Как поступил Генрих? Он ведь тоже чувствовал шаткость своего положения и знал, что король боится и его самого, и его отца, поэтому в любой момент может подкинуть какую-нибудь подлянку. Выхода два: либо оказать поддержку Моубрею и пойти против Ричарда, либо прогнуться перед монархом и показать себя верным и преданным вассалом, чтобы король перестал их с отцом подозревать в намерении занять престол. Болингброк выбрал второй вариант, пошел к королю и сдал Норфолка. Король выслушал донесение и велел Генриху повторить все это перед парламентом. Моубрей, естественно, все отрицал. Парламентская комиссия не смогла устранить противоречия в показаниях, посему и был назначен поединок.
Обратите внимание, друзья мои, на поведение короля Ричарда Второго в только что прочитанной сцене. Во-первых, он пытается помирить Норфолка и Болингброка. Во-вторых, он никак не реагирует на слова Норфолка о том, что у того был королевский приказ убить Томаса Вудстока. Ну вообще ни слова не произносит, не удивляется, не возмущается. Пропускает мимо ушей. Вы можете в такое поверить? Ваш подчиненный открыто, в присутствии кучи народа, говорит, что вы, король, сами отдали приказ об убийстве своего родного дяди, и вы молчите, как будто так и надо? Выглядит так, словно Ричард умышленно не хочет привлекать внимание к этим словам, надеясь, что остальные ничего не заметят. Значит, рыльце-то в пушку. Теперь становится понятно, почему Ричард так стремится прекратить разбирательство и помирить двух рыцарей, пока они не начали говорить лишнее. Собственно, Норфолк уже и начал, а если дело дойдет до разговоров о том, что король не только убил дядю Томаса, но еще и замышляет убить другого своего дядю, Ганта, и кузена Генриха, то выйдет совсем уж нехорошо. Поэтому говорильню следует немедленно прекратить любым способом, пусть даже для этого придется назначить поединок. Хотя и поединок Ричарду небезопасен, но к этому мы вернемся чуть позже.
И последнее: Норфолк заявляет, что приказ на убийство был, но он его не выполнил. Ладно. Значит, выполнил кто-то другой? Кто? Или вообще никто, и дядя Глостер жив? Этот пункт тоже проходит как-то мимо ушей всех присутствующих, потому что никто не задает по этому поводу ни единого вопроса.
Сцена 2
Герцогиня Глостерская – это та самая Элеонора де Богун, вдова Томаса Вудстока, герцога Глостера. Ей примерно 32 года (точно не известно, но считается, что она родилась около 1366 года). После смерти (или все-таки убийства?) в 1397 году своего мужа Элеонора удалилась в монастырь, но у Шекспира она вполне себе светская дама.

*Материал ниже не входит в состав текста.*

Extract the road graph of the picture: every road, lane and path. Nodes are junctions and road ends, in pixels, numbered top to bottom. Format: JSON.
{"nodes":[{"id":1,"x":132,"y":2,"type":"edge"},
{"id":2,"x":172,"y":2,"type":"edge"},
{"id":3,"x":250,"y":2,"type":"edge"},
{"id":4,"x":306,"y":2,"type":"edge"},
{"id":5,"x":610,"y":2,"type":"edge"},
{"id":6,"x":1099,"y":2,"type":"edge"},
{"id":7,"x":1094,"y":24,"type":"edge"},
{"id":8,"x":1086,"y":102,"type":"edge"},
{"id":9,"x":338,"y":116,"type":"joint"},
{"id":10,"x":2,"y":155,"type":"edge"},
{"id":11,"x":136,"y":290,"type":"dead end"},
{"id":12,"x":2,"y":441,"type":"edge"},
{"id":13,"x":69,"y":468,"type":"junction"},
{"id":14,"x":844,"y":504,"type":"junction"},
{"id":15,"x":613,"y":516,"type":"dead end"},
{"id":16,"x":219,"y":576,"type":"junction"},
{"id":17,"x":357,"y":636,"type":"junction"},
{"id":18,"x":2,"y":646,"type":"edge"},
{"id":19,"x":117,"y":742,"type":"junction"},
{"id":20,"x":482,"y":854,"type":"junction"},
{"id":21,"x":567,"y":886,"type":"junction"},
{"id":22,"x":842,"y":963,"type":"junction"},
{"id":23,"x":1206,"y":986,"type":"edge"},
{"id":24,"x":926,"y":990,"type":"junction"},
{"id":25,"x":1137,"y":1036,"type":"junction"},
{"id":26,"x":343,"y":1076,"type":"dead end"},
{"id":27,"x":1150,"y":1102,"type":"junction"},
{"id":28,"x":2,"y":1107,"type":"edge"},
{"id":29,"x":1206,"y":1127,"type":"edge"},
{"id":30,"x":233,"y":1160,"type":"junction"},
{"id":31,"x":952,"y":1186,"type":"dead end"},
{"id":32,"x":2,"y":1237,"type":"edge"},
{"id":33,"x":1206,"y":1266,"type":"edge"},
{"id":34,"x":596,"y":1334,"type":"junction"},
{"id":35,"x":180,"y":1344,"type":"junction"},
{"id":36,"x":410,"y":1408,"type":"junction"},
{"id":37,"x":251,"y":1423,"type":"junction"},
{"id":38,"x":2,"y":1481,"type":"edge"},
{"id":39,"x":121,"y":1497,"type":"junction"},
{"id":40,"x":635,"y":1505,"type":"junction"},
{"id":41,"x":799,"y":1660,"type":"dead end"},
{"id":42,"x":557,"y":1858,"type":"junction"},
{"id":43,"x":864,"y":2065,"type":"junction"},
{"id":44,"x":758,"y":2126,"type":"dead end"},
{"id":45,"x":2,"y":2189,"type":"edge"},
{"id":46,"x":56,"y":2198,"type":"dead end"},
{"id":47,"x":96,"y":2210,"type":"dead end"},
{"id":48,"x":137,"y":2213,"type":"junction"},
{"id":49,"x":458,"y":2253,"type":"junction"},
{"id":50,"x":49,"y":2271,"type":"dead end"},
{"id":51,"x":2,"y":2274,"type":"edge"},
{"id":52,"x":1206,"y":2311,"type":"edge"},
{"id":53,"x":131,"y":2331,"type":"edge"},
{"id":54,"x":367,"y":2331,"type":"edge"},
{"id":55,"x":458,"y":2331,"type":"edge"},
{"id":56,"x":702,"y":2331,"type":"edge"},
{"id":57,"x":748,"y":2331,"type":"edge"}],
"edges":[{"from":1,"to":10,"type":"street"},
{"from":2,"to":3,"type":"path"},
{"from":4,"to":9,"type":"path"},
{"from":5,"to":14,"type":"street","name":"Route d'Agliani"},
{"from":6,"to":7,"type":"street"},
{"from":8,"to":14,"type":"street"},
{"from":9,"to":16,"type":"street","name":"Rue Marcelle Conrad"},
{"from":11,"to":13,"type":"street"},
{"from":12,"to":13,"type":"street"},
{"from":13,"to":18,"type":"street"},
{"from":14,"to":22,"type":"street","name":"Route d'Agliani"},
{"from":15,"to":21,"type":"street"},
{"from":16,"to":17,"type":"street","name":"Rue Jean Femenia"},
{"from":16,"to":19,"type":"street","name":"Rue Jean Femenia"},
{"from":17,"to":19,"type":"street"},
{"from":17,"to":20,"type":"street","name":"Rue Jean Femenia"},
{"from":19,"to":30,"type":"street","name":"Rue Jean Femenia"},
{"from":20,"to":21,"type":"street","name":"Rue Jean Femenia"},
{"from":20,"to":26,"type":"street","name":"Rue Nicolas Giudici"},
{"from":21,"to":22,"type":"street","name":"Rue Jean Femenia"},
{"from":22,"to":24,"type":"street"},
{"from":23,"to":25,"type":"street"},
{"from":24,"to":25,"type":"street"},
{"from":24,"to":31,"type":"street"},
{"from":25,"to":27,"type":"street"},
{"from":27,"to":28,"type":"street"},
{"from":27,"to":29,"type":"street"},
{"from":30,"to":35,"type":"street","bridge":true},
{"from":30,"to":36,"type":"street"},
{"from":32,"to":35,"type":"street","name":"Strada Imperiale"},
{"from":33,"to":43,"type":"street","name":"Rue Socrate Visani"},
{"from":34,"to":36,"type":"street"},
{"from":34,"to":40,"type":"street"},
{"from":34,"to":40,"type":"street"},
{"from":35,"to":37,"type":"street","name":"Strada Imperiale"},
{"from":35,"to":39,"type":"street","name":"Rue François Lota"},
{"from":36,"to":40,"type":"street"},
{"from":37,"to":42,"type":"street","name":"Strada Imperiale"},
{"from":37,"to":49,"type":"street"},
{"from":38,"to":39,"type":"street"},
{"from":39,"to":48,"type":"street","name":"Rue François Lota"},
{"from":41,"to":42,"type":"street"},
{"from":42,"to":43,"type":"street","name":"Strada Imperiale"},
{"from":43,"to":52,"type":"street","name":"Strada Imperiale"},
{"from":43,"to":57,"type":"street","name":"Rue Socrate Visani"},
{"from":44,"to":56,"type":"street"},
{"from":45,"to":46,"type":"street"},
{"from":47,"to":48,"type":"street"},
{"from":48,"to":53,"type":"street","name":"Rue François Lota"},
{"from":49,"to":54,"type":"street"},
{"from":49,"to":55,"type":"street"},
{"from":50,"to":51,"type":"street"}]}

Джон Гант сокрушается по поводу того, что не может отомстить за смерть своего брата Глостера: в преступлении виновен сам король, а кому на него жаловаться? Достать Ричарда – руки коротки. Пусть уж тогда
Однако у герцогини иной подход, и с позицией Ганта она категорически не согласна.
– Томас же был твоим родным братом! Как ты можешь спокойно жить, зная, что убийца остался безнаказанным? Неужели в тебе нет ни капли гнева? Неужели ты не любил своего брата? Если ты безропотно, как овца, снесешь убийство Томаса, ты тем самым покажешь убийце, что и с тобой можно поступить точно так же.
– Король – наместник Бога на земле, – возражает Гант. – Пусть Бог с ним и разбирается,
– Значит, мне никто не поможет? – стонет герцогиня.
– Бог поможет, он всегда защищает вдов, – уклончиво отвечает Джон Гант.
– На это вся надежда, – грустно говорит Элеонора. – Скоро на поединке все встанет на свои места. Я верю, что твой сын, доблестный Херифорд, убьет гнусного Маубрея. Прощай!
– Прощай, сестра. Мне тоже пора ехать в Ковентри.
Ковентри – это город, где назначен поединок. Для справки замечу, что первая сцена должна была иметь место в самом начале 1398 года, примерно в январе, поединок же был назначен на сентябрь (день святого Ламберта празднуется 17 сентября). Все это полностью соответствует историческим фактам.
Герцогиня вроде бы уже попрощалась и собралась уходить, но, оказывается, она еще не все сказала.
Герцогиня Глостерская и Джон Гант. Художник John Gilbert, гравер Dalziel Brothers, 1865.
– Еще два слова… Никак не могу остановиться в своем горе… Передай поклон брату Йорку… Что-то еще хотела сказать, но забыла… А, вспомнила: пусть Йорк меня навестит. Хотя нет, не надо, у меня там теперь пусто, все разорено. Просто передай ему от меня привет, а приезжать не надо. Поеду домой и буду плакать там до самой смерти.